Fe-pCOFs/MoS2-MWCNTs nanocomposite with enzyme-like activity for efficient electrochemical detection of hydrogen peroxide from living cells

Hydrogen peroxide (H 2 O 2 ) is an important reactive oxygen species, and its abnormal concentration can cause cell distortion and apoptosis, leading to occurrence of various diseases. Therefore, real-time and sensitive monitoring of H 2 O 2 is essential for early disease diagnosis and pathological research. Herein, a novel nanocomposite of Fe-porphyrin covalent organic frameworks decorated with molybdenum disulfide and multi-walled carbon nanotubes (Fe-pCOFs/MoS 2 -MWCNTs), which had glorious enzyme-like activity, was reported for efficient electrochemical detection of H 2 O 2 . The prepared Fe-pCOFs nanosheets with a large specific surface area and fully dispersed Fe 2+ active sites, could enhance mass transfer and atomic utilization, thereby contributing to excellent catalytic efficiency toward H 2 O 2 . The flower-like MoS 2 nanoflakes not only could catalyze the reduction reaction of H 2 O 2 , but also could serve as co-catalyst and form a catalytic cycle with Fe 2+ of Fe-pCOFs, contributing the continuous emergence of catalytic active sites. The highly conductive MWCNTs was employed to promote electron transfer rate. Ultimately, the obtained Fe-pCOFs/MoS 2 -MWCNTs exhibited excellent electrocatalytic activity and conductivity, significantly amplifying the H 2 O 2 response signal.

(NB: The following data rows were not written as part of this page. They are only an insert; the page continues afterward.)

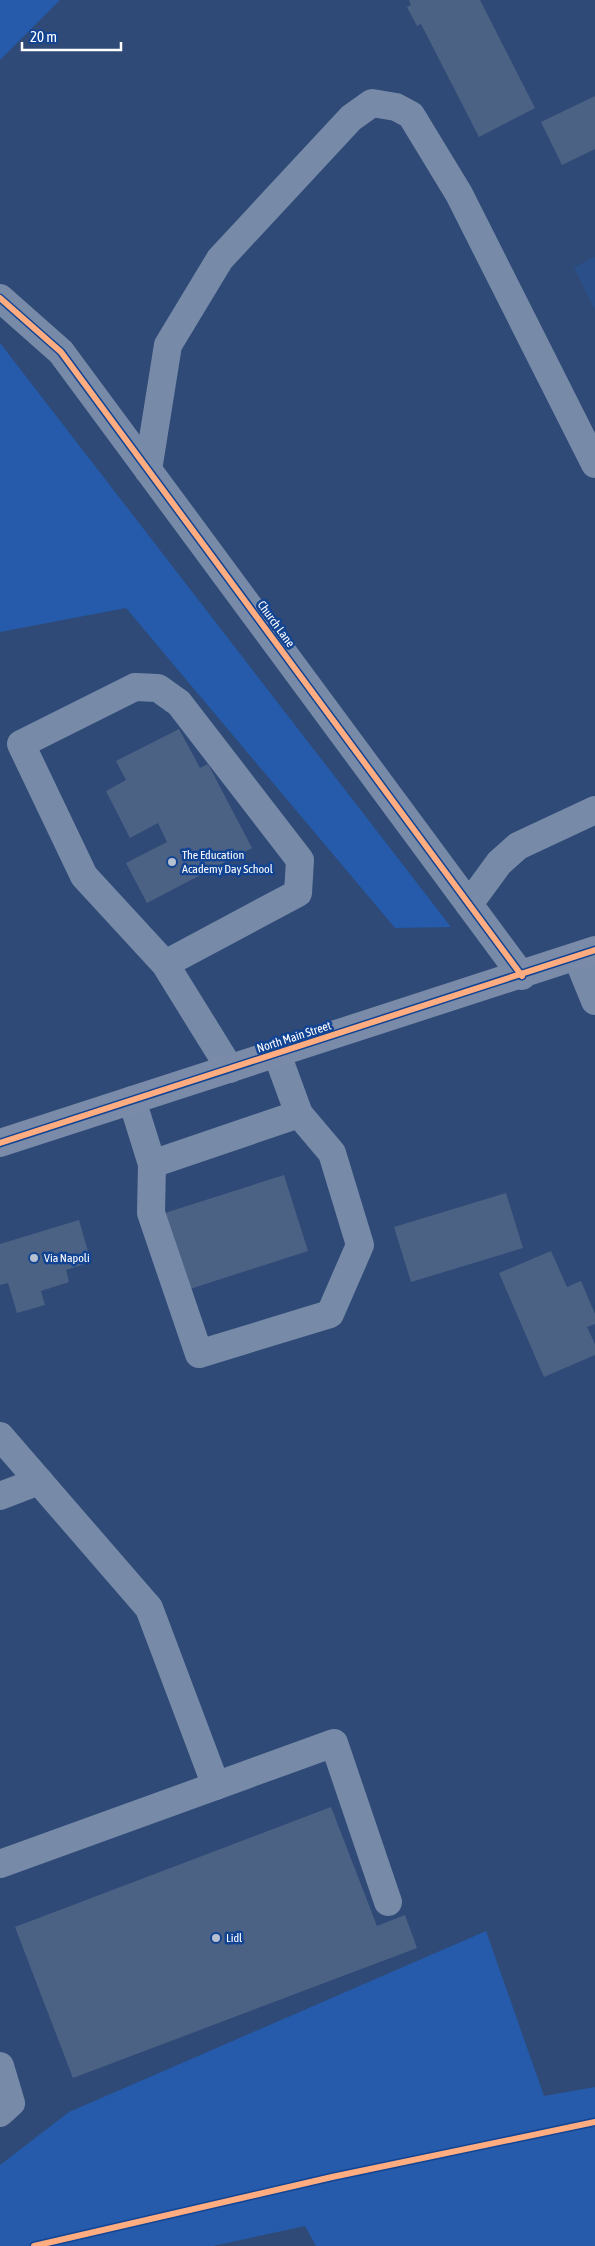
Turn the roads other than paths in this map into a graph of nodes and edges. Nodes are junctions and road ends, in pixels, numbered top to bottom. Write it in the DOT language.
graph roads {
  1 [pos="0,298"];
  2 [pos="595,464"];
  3 [pos="148,470"];
  4 [pos="595,810"];
  5 [pos="469,904"];
  6 [pos="586,954"];
  7 [pos="165,964"];
  8 [pos="522,976"];
  9 [pos="595,1001"];
  10 [pos="277,1054"];
  11 [pos="230,1070"];
  12 [pos="132,1100"];
  13 [pos="298,1114"];
  14 [pos="0,1143"];
  15 [pos="152,1164"];
  16 [pos="0,1436"];
  17 [pos="39,1481"];
  18 [pos="0,1496"];
  19 [pos="216,1786"];
  20 [pos="0,1864"];
  21 [pos="388,1902"];
  22 [pos="0,2066"];
  23 [pos="0,2113"];
  1 -- 3 [label="street, Church Lane"];
  2 -- 3 [label="street"];
  3 -- 5 [label="street, Church Lane"];
  4 -- 5 [label="street"];
  5 -- 8 [label="street, Church Lane"];
  6 -- 8 [label="highway, North Main Street"];
  6 -- 9 [label="street"];
  7 -- 7 [label="street"];
  7 -- 11 [label="street"];
  8 -- 10 [label="highway, North Main Street"];
  10 -- 11 [label="highway, North Main Street"];
  10 -- 13 [label="street"];
  11 -- 12 [label="highway, North Main Street"];
  12 -- 14 [label="highway, North Main Street"];
  12 -- 15 [label="street"];
  13 -- 15 [label="street"];
  13 -- 15 [label="street"];
  16 -- 17 [label="street"];
  17 -- 18 [label="street"];
  17 -- 19 [label="street"];
  19 -- 20 [label="street"];
  19 -- 21 [label="street"];
  22 -- 23 [label="street"];
}
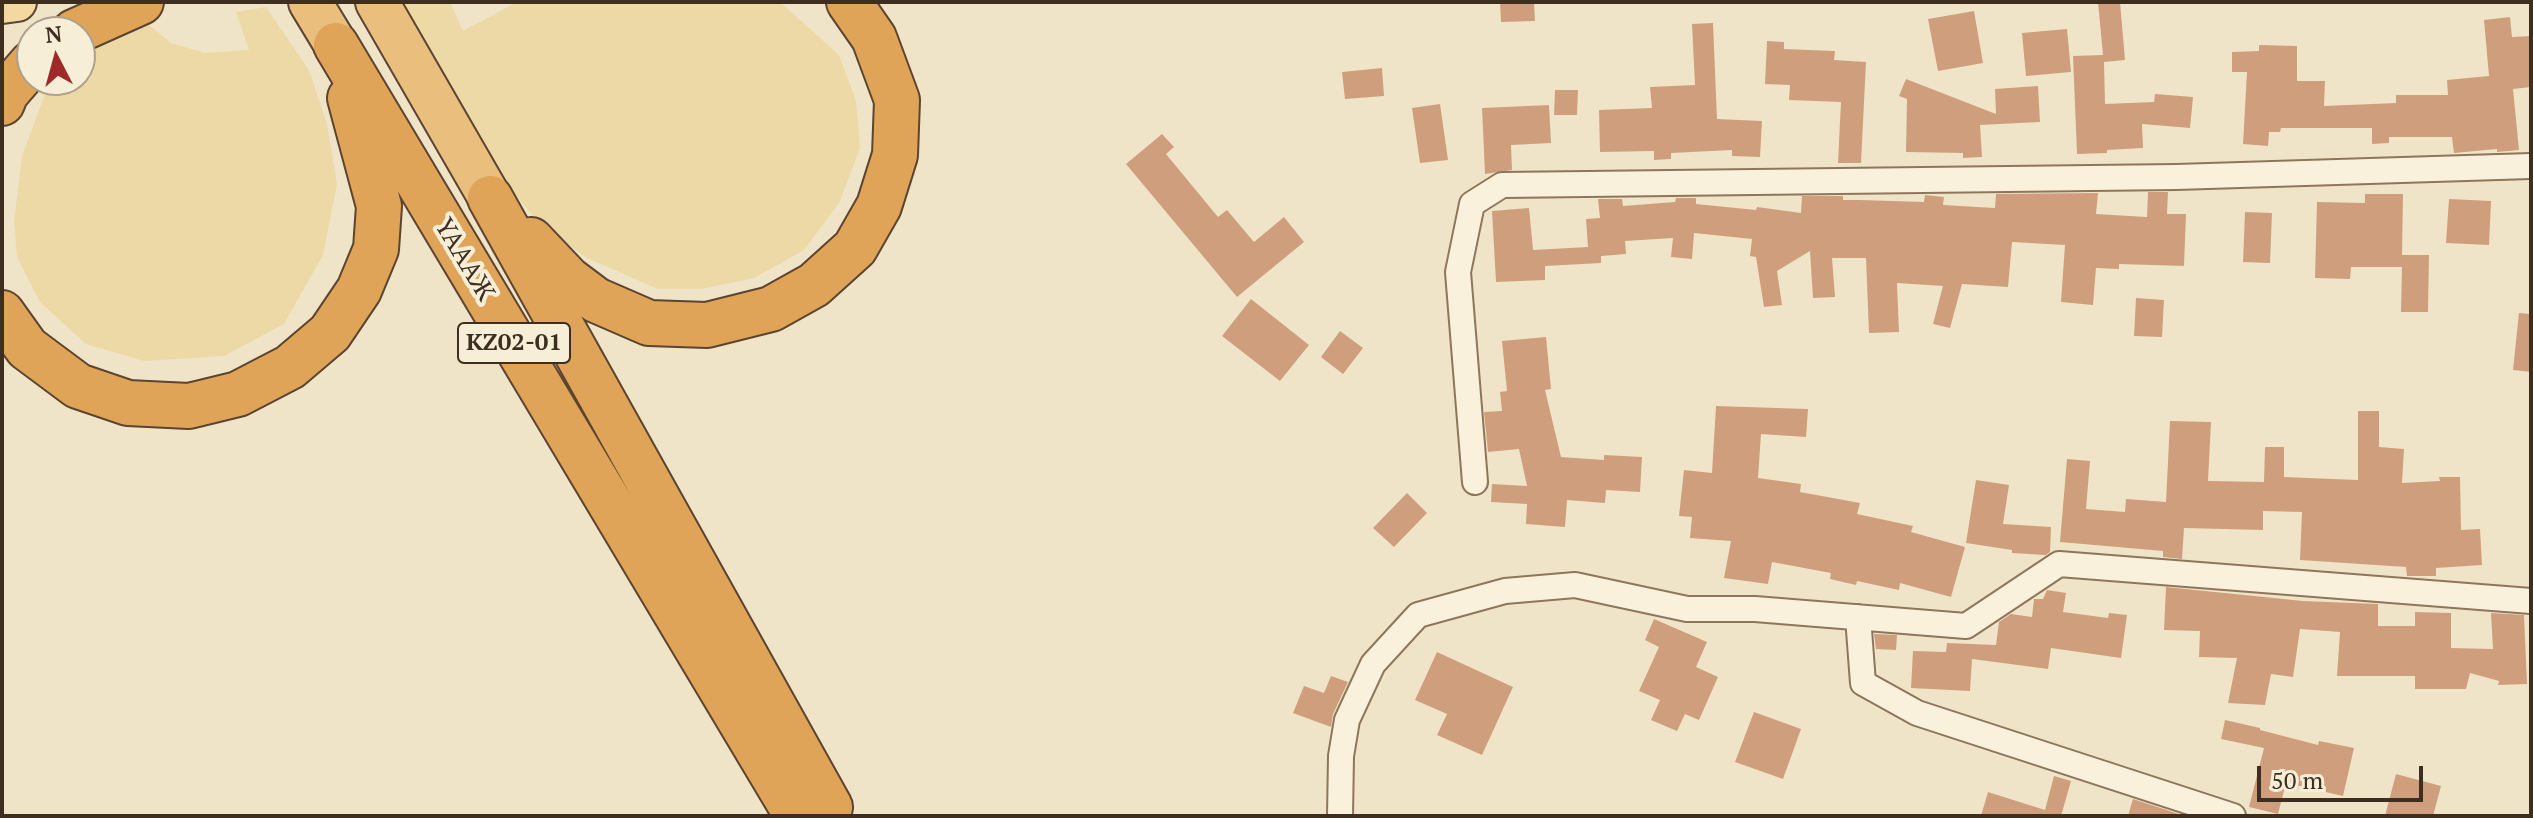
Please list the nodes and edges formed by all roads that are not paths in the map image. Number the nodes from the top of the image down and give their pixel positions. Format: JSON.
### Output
{"nodes":[{"id":1,"x":17,"y":2,"type":"edge"},
{"id":2,"x":141,"y":2,"type":"edge"},
{"id":3,"x":310,"y":2,"type":"edge"},
{"id":4,"x":377,"y":2,"type":"edge"},
{"id":5,"x":849,"y":2,"type":"edge"},
{"id":6,"x":2,"y":4,"type":"edge"},
{"id":7,"x":96,"y":22,"type":"edge"},
{"id":8,"x":336,"y":45,"type":"junction"},
{"id":9,"x":16,"y":81,"type":"edge"},
{"id":10,"x":2,"y":103,"type":"edge"},
{"id":11,"x":2531,"y":166,"type":"edge"},
{"id":12,"x":490,"y":198,"type":"junction"},
{"id":13,"x":2,"y":313,"type":"edge"},
{"id":14,"x":1475,"y":482,"type":"dead end"},
{"id":15,"x":2531,"y":601,"type":"edge"},
{"id":16,"x":1858,"y":617,"type":"junction"},
{"id":17,"x":711,"y":634,"type":"junction"},
{"id":18,"x":814,"y":814,"type":"edge"},
{"id":19,"x":1340,"y":816,"type":"edge"},
{"id":20,"x":2233,"y":816,"type":"edge"}],
"edges":[{"from":1,"to":6,"type":"main road"},
{"from":2,"to":7,"type":"highway"},
{"from":3,"to":8,"type":"highway","name":"ҮАААЖ","number":"KZ02-01"},
{"from":4,"to":12,"type":"highway","name":"ҮАААЖ","number":"KZ02-01"},
{"from":5,"to":12,"type":"highway"},
{"from":8,"to":13,"type":"highway"},
{"from":8,"to":17,"type":"highway","name":"ҮАААЖ","number":"KZ02-01"},
{"from":9,"to":10,"type":"highway"},
{"from":11,"to":14,"type":"street"},
{"from":12,"to":17,"type":"highway","name":"ҮАААЖ","number":"KZ02-01"},
{"from":15,"to":16,"type":"street"},
{"from":16,"to":19,"type":"street"},
{"from":16,"to":20,"type":"street"},
{"from":17,"to":18,"type":"highway","number":"KZ02-01"}]}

Under the optimal conditions, the sensor had a wide detection range from 20 to 2650 μΜ for H 2 O 2 with a detection limit as low as 2.2 μΜ. Moreover, the sensor successfully recorded trace amounts of H 2 O 2 released from RAW264.7 cells, showing promising application for real-time and sensitive monitoring of H 2 O 2 in clinic or pathological research.